In June, she introduced legislation to change the culture of law enforcement by holding officers and agencies more accountable. It prohibits racial, religious and discriminatory profiling, and bans choke holds, carotid holds and noknock warrants at the federal level.
But that’s not enough. It’s piecemeal — and we’re long overdue for policy that dramatically improves outcomes for people of color in poor neighborhoods.
“We have to stop moving the furniture around in our dysfunctional house and calling it progress,” Brooklyn Williams, the East Bay program director at New Door Ventures, a company that connects youths to jobs, told me. “We need to build new houses.”
Harris has had chances to make great change. But she didn’t do enough as San Francisco’s district attorney and California’s top law enforcement official to advance criminal justice reform.
As district attorney and attorney general, Harris had a waitandsee approach to prosecuting police misconduct. She resisted calls to investigate questionable shootings. She supported a law that punished the parents of truant children. She didn’t push against the tough-on-crime policies that disproportionately impact people of color. She didn’t target racial disparities in the criminal justice system.
“I think there are a lot of folks who have been truly harmed by the criminal justice system, which is really undergoing a thorough review, as it should,” Khadijah White, an assistant professor of journalism and media studies at Rutgers University, told me. “And her part in it is a serious matter that needs consideration. If you build your career on the top of Black bodies, you have to explain it. It has to be accounted for at some point.”
Still, I agree with White on this: A lot of the criticism against Harris wouldn’t happen if she were a white man. Debate stages aren’t the place for nuanced answers about how a candidate’s stance on issues has evolved.
“I understand the ways in which the world puts ceilings and limits on ambitious Black women, and I understand Kamala Harris had to navigate all of that,” she said. “And that means that in any position of power and authority that she had while she had power, it was also quite restrained.”

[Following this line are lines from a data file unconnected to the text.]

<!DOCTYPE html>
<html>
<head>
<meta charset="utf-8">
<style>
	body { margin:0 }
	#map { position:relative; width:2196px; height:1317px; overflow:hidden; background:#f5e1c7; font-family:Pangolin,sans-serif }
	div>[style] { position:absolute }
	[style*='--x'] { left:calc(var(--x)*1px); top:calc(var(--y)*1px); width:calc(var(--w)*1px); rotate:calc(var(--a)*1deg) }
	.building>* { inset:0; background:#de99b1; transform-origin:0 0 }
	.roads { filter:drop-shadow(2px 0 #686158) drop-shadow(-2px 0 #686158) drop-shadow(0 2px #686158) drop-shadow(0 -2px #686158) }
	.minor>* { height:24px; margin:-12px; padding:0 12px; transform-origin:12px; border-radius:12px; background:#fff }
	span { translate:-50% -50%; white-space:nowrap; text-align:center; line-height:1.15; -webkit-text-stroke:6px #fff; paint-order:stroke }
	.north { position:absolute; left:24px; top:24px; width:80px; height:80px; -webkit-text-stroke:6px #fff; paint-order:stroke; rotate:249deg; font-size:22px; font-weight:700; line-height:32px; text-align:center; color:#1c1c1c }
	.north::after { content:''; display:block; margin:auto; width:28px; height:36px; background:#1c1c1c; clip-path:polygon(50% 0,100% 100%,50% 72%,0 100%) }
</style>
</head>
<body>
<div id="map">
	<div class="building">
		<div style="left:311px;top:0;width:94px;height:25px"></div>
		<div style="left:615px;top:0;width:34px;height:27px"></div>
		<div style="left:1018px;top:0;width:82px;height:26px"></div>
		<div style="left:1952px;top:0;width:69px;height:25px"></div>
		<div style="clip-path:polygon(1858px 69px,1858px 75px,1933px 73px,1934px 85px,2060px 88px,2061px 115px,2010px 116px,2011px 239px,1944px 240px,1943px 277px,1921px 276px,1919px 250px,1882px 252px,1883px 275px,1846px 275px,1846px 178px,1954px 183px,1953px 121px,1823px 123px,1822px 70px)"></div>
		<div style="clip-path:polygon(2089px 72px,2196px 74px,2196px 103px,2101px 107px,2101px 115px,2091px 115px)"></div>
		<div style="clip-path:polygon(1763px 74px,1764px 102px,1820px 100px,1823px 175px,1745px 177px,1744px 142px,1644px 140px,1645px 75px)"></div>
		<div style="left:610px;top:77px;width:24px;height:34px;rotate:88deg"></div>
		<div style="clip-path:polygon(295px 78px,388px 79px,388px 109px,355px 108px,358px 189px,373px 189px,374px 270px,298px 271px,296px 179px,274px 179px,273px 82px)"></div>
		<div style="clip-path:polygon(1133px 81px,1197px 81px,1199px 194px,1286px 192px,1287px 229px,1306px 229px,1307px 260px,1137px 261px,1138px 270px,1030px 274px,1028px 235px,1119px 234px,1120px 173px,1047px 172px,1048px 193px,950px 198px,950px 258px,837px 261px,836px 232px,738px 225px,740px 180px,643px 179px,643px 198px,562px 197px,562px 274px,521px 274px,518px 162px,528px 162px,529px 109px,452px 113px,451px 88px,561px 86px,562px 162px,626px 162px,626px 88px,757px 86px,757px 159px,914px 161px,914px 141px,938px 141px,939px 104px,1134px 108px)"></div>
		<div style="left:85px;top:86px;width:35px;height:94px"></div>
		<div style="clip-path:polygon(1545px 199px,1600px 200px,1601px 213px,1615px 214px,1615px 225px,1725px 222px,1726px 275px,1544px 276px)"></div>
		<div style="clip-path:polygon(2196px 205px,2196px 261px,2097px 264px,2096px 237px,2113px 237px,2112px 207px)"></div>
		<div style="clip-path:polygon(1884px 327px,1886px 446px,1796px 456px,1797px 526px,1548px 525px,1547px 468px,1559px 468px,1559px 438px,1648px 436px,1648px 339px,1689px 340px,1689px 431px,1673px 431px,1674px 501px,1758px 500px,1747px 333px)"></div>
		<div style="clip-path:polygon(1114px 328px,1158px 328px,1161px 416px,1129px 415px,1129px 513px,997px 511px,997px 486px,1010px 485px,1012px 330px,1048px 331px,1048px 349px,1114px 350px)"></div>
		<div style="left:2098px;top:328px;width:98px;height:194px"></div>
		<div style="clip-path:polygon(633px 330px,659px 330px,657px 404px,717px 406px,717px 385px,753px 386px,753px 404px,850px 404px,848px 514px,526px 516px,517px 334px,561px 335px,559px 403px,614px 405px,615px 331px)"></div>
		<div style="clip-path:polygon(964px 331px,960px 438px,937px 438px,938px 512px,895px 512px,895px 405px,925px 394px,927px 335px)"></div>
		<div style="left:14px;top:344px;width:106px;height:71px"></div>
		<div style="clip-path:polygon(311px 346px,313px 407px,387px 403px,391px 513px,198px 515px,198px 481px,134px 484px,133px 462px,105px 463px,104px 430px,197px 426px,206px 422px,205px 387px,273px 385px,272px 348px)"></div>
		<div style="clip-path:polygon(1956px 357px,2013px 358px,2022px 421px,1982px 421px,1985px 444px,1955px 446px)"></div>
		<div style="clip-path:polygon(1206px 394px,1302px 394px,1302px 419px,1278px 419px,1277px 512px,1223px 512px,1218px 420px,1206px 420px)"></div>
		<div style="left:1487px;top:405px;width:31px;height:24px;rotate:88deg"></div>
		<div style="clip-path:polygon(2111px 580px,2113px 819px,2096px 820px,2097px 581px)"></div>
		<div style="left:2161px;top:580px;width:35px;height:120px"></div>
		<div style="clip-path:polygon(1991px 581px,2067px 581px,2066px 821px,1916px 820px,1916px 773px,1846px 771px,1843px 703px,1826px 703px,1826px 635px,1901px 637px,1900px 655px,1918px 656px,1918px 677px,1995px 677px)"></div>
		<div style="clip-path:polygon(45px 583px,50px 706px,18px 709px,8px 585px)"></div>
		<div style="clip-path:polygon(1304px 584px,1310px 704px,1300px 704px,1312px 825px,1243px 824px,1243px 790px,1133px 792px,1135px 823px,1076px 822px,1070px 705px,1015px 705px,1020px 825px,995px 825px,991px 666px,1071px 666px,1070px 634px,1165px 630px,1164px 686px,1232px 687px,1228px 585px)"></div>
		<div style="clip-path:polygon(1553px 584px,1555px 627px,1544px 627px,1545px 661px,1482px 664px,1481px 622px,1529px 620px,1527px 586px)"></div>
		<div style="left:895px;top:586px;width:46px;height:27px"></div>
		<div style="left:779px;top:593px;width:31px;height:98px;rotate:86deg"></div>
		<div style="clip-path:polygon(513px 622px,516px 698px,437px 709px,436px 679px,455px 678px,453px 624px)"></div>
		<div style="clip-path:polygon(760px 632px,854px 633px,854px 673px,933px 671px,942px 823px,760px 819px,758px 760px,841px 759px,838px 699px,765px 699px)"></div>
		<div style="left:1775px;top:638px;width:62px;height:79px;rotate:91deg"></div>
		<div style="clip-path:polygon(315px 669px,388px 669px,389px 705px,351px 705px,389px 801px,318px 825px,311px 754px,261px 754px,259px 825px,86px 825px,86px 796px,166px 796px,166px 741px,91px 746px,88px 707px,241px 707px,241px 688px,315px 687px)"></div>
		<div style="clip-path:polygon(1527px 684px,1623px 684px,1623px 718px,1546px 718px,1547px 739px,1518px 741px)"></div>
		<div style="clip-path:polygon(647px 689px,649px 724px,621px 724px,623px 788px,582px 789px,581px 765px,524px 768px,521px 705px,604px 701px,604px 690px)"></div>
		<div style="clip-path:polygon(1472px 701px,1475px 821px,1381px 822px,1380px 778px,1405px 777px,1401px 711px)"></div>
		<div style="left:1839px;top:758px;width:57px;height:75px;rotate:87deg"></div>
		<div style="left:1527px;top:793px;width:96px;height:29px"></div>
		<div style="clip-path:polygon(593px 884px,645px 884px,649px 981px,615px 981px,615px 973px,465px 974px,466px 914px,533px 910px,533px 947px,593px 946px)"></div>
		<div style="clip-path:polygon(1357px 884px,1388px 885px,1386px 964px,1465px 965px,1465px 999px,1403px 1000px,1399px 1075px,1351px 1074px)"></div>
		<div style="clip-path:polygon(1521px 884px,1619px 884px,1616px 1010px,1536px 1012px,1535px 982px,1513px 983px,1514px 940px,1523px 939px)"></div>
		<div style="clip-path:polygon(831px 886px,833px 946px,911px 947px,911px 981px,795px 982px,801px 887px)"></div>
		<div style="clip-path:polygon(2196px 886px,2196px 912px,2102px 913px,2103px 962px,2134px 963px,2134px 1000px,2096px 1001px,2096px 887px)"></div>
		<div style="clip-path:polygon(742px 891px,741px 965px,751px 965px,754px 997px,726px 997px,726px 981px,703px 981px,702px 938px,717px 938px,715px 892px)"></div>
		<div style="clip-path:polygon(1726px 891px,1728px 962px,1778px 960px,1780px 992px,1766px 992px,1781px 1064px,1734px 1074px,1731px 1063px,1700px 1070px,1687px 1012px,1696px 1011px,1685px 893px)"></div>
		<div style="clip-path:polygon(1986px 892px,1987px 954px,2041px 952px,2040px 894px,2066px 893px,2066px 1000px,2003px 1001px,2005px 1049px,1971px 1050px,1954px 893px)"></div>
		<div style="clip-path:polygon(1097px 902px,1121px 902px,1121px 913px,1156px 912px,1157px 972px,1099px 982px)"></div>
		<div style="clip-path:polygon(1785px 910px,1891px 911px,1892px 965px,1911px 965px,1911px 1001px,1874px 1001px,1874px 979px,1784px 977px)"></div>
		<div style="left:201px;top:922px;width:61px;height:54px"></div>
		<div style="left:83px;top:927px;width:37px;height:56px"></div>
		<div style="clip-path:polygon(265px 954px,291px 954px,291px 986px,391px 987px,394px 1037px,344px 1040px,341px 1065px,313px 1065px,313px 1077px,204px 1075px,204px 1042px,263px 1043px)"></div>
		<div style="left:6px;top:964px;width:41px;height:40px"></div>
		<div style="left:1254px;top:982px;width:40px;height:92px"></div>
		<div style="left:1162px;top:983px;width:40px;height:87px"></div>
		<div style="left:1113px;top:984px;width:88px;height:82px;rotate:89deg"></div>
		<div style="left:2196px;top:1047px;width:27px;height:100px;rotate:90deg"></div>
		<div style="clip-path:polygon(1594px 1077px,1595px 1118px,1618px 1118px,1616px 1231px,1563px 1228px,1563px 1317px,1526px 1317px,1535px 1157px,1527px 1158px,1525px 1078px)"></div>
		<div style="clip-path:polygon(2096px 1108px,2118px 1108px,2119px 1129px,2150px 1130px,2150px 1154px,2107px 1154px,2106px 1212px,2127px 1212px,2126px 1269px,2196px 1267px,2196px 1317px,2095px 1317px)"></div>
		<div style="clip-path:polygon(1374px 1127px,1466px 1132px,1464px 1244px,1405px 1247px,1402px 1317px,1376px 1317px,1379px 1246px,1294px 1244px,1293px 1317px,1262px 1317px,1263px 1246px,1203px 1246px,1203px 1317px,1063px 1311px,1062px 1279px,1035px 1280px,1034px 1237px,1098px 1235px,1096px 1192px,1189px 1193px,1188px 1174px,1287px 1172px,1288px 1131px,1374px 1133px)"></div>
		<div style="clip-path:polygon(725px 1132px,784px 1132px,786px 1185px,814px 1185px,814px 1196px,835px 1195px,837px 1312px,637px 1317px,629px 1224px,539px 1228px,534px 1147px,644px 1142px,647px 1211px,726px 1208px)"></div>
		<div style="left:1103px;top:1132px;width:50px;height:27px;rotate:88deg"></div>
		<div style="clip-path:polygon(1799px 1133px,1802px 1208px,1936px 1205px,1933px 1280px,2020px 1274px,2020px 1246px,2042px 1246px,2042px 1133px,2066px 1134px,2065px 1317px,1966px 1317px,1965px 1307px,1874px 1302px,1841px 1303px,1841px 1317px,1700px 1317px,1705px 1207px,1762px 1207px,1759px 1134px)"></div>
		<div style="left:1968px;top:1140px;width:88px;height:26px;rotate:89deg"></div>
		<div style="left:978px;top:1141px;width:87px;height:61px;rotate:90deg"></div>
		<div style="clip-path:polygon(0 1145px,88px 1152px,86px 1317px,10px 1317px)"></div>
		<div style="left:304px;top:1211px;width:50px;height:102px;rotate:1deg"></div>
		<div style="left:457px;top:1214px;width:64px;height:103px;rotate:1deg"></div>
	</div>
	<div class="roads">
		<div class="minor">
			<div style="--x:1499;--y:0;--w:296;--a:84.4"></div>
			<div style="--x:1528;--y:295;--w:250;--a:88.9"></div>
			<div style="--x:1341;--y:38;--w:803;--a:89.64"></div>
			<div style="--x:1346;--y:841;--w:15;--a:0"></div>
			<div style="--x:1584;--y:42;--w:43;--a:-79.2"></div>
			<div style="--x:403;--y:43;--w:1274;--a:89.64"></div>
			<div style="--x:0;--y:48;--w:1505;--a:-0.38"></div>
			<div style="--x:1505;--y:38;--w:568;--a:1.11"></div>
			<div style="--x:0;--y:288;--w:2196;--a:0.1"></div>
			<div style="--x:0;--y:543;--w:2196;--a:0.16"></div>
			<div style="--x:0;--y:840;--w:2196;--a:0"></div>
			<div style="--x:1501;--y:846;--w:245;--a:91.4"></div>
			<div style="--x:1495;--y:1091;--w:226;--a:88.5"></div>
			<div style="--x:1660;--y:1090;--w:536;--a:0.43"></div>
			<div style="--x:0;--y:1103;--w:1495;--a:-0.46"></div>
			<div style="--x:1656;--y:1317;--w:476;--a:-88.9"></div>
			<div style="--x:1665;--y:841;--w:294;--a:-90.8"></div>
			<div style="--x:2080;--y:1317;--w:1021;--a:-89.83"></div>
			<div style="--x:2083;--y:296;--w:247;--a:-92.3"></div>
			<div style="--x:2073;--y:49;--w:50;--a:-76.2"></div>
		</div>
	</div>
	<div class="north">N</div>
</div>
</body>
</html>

On Jan. 27, 2019, about 20,000 people were in and around Latham Square, the plaza in front of Oakland City Hall, for the start of Harris’ presidential campaign. Here’s something I noticed on that celebratory day: On any given morning, afternoon or night, the square is bustling with people, many of them homeless and many Black. But on that Sunday, those people were cleared to make room for Harris, who didn’t mention homelessness in her speech, according to a transcript published by KTVU.
Less than two months before she suspended her campaign in December 2019, Harris introduced ambitious legislation to end homelessness. The bill is collecting dust.
Harris might not be the conduit for generational change that this country desperately needs, but what her selection represents — the hope and possibility of a more inclusive America — is a step in the right direction. But there’s so much more at stake.
First, the president has to get evicted from the White House.
“Our country is facing an existential threat,” said Paterson, the president and founder of the Equal Justice Society, an Oakland legal organization focused on civil rights and antidiscrimination. “Kamala is on the right side of that divide, and we’ve just got to get behind BidenHarris and get (President) Trump out of here.
“After Jan. 20, let’s talk about criminal justice. We don’t have time for that now. Trump is going to do everything he can to steal the election.”